Planting cabbages with the Deguchi’s The adorable Rilakuma cafe in Kyoto Exploring Okunoin at Koya-san
One of the biggest lessons I have learned in Japan, is that communication happens in many different forms and while you can tell someone a lot of things, experience is where the most learning happens. I think I’m a naturally observant person and those skills were put to the test just to navigate everyday life but especially to study Japanese farming. I planted five crops, managed and harvested eleven different fruits and vegetables, and drove three tractors all without having anything directly explained to me in English. This attests to my host’s amazing good nature and willingness to teach and let me try things, but also my own ability to analyze my surroundings, learn quickly, and seek answers for my questions in untraditional ways. By my last months, I felt incredibly immersed in Japan and Japanese, so much so that it was a little jarring when some person or incident would point out that I was—much to my disappointment sometimes—a foreigner.
Ag school festival Learning how to make mochi, the modern way Changing hosts, Deguchi to Miura (I obviously had no idea what was going on…)

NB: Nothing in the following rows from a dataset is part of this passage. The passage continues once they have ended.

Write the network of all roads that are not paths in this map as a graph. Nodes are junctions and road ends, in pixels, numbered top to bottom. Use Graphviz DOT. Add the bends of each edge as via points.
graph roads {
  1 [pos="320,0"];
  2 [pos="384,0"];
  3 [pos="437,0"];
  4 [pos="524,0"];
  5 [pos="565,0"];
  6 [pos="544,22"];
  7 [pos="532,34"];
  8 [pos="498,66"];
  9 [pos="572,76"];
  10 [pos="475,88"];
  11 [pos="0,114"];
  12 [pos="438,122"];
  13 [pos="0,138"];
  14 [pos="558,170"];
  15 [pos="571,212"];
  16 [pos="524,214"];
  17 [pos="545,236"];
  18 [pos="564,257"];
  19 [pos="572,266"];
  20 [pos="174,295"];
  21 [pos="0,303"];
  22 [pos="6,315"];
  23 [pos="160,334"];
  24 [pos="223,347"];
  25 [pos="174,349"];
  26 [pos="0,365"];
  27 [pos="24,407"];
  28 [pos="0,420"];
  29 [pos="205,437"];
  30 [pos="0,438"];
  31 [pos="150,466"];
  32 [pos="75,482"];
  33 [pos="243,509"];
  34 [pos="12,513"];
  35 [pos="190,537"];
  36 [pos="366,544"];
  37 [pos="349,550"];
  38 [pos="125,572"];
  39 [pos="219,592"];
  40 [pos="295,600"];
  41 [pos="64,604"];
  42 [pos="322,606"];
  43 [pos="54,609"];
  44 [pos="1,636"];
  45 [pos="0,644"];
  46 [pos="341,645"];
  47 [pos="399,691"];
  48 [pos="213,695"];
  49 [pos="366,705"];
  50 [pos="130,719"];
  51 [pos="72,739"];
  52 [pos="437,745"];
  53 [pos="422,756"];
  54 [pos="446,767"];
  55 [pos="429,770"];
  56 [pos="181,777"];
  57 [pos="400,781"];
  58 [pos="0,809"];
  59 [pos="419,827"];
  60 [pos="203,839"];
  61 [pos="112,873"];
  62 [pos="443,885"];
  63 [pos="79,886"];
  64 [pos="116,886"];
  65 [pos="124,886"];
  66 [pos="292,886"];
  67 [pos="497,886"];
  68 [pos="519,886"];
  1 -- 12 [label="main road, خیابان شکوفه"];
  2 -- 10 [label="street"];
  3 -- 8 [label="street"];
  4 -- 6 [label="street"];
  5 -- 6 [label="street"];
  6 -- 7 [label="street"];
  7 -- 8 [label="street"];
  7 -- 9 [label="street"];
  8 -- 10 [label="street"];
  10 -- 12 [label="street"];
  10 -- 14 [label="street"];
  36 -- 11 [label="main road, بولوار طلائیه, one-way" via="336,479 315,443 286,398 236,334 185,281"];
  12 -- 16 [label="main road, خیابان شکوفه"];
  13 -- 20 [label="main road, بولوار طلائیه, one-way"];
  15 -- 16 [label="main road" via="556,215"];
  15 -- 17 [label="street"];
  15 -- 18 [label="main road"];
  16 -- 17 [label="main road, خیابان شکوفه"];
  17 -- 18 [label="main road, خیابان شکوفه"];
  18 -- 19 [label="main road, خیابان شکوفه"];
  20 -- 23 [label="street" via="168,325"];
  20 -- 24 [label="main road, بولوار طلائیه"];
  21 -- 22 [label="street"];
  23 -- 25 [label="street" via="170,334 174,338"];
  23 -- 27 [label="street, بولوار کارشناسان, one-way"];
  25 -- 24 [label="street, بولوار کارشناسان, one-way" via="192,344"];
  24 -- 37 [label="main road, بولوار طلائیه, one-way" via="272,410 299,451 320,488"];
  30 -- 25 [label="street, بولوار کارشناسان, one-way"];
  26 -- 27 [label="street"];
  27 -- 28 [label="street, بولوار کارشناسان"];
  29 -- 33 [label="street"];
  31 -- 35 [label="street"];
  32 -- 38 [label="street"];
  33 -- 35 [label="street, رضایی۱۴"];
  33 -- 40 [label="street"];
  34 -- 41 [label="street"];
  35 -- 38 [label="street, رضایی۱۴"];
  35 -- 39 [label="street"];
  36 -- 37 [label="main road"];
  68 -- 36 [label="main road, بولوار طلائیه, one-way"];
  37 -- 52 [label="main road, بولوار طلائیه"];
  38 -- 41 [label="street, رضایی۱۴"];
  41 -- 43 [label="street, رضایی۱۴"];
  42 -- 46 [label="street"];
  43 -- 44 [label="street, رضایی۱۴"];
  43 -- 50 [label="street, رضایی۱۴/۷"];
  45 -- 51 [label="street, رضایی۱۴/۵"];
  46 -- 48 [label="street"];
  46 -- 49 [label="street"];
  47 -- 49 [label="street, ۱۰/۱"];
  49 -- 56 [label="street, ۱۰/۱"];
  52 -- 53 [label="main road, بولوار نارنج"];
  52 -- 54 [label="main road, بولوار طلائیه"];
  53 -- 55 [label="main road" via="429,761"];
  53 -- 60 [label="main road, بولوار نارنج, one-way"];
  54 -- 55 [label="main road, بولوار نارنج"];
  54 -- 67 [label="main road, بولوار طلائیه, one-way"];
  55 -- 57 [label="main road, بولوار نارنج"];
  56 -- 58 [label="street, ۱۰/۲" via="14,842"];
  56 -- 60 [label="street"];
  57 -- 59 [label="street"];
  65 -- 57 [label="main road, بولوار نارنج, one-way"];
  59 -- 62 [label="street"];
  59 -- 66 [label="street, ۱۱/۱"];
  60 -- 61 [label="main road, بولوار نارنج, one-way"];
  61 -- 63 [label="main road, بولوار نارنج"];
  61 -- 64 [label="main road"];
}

As I explored the Narita airport for ten hours waiting on my last flight out of Japan, I found a book store with Japanese cookbooks in English. I started flipping through one and became engrossed in its’ introduction. It was by an American woman who had spent many years on and off in Japan. She wrote that she never imagined she’d be publishing a book on Japanese cuisine when, forty years ago, she had left her first job as a 4-H extension agent (!) and moved to Japan with her husband. But “In the way that one thing leads to another in this life,” she described one experience then another, taking this job then that and now here she was, best-selling author of a book about her Japanese journey that I was standing here reading at perhaps the beginning of my own Japanese journey that had started in 4-H. Even two or three years ago when I thought about where I would be now, it was not in Japan; but one thing led to another and I am so glad I am! Most peoples’ lives are a crazy, beautiful, mixed-up, string of connected moments that may seem haphazard but form a unique narrative looking back; each experience contributed to who and what they are. I took the amazing opportunity to live in Japan and Japan has definitely shaped where I go from here. Who knows, maybe someday it will be back to Japan………

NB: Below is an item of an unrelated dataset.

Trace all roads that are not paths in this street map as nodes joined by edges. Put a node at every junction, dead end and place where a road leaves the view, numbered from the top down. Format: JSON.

None of this would have been possible without the Colorado4-H Foundation funding nearly the entire study and the dedicated work of IFYE4-H staff in Colorado and Japan who initiated and coordinated the experience for me. Thank you to all those people especially Courtney Loflin, Rochelle Platter, Inoue Takahiro, Maeda Ayaka, and all five of my hosts in Japan: the Saitoh family, Nagai family, Deguchi family, Miura family, and the Yamamoto family. I would also like to thank 4-H Korea for their amazing help in hosting me for a week in order to extend my stay in Japan and then coordinating a last-minute flight for me when Typhoon Jebi disrupted travel plans. To all who have helped me along the way: Thank You.